BEGIN MATERIAL FOR THIS TASK

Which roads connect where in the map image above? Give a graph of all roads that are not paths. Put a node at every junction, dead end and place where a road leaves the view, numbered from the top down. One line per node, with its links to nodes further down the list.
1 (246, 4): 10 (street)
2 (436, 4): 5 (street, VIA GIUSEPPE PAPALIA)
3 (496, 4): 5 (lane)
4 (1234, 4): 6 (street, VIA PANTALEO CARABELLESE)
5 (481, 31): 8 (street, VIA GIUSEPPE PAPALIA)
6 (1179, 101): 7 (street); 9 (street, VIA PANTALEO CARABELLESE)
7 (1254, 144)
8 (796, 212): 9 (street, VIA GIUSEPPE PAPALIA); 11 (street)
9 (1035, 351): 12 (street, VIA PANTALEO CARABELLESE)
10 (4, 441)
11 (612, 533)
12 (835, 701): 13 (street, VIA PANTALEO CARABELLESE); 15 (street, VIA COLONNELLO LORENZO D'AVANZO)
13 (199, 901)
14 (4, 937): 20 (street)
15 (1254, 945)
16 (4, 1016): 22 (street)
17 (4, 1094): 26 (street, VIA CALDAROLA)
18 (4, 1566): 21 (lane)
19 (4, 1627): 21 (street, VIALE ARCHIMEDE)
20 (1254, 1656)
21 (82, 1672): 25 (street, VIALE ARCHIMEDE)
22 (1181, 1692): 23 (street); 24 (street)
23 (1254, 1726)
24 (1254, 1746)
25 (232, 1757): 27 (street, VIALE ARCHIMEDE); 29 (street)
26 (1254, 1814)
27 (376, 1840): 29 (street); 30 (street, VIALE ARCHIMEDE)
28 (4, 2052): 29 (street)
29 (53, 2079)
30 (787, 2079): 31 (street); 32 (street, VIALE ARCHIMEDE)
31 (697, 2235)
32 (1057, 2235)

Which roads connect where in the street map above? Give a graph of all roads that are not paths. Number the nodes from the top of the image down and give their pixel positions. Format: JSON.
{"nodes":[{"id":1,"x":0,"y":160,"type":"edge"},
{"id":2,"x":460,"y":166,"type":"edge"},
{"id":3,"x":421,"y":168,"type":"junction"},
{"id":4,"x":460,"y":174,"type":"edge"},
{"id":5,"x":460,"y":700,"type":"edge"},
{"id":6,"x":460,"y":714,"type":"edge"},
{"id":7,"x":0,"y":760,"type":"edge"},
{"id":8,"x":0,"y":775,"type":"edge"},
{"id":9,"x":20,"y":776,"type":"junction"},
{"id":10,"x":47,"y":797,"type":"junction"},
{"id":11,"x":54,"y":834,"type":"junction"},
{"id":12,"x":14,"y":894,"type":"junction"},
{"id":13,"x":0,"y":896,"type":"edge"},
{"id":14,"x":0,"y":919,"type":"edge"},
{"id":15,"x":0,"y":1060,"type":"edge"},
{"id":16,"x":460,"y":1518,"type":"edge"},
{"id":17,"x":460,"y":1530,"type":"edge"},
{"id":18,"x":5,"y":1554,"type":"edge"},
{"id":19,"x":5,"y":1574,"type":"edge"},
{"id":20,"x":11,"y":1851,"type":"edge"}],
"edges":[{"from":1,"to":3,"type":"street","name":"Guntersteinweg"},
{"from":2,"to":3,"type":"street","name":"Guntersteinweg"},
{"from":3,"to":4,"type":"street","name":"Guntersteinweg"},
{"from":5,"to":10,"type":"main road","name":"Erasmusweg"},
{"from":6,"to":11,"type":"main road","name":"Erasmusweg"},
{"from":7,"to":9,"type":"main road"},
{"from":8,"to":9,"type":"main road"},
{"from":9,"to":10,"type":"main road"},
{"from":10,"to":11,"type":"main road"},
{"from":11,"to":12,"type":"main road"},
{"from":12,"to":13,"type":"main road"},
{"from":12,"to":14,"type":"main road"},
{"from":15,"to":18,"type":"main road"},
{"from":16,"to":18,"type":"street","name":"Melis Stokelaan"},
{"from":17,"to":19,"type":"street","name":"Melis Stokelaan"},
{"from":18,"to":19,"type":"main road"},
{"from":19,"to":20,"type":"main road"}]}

END MATERIAL FOR THIS TASK

### WORK INSTRUCTION
How many lines of the entries hold the word "GIUSEPPE"? Respond with the number alone.

### REPLY
3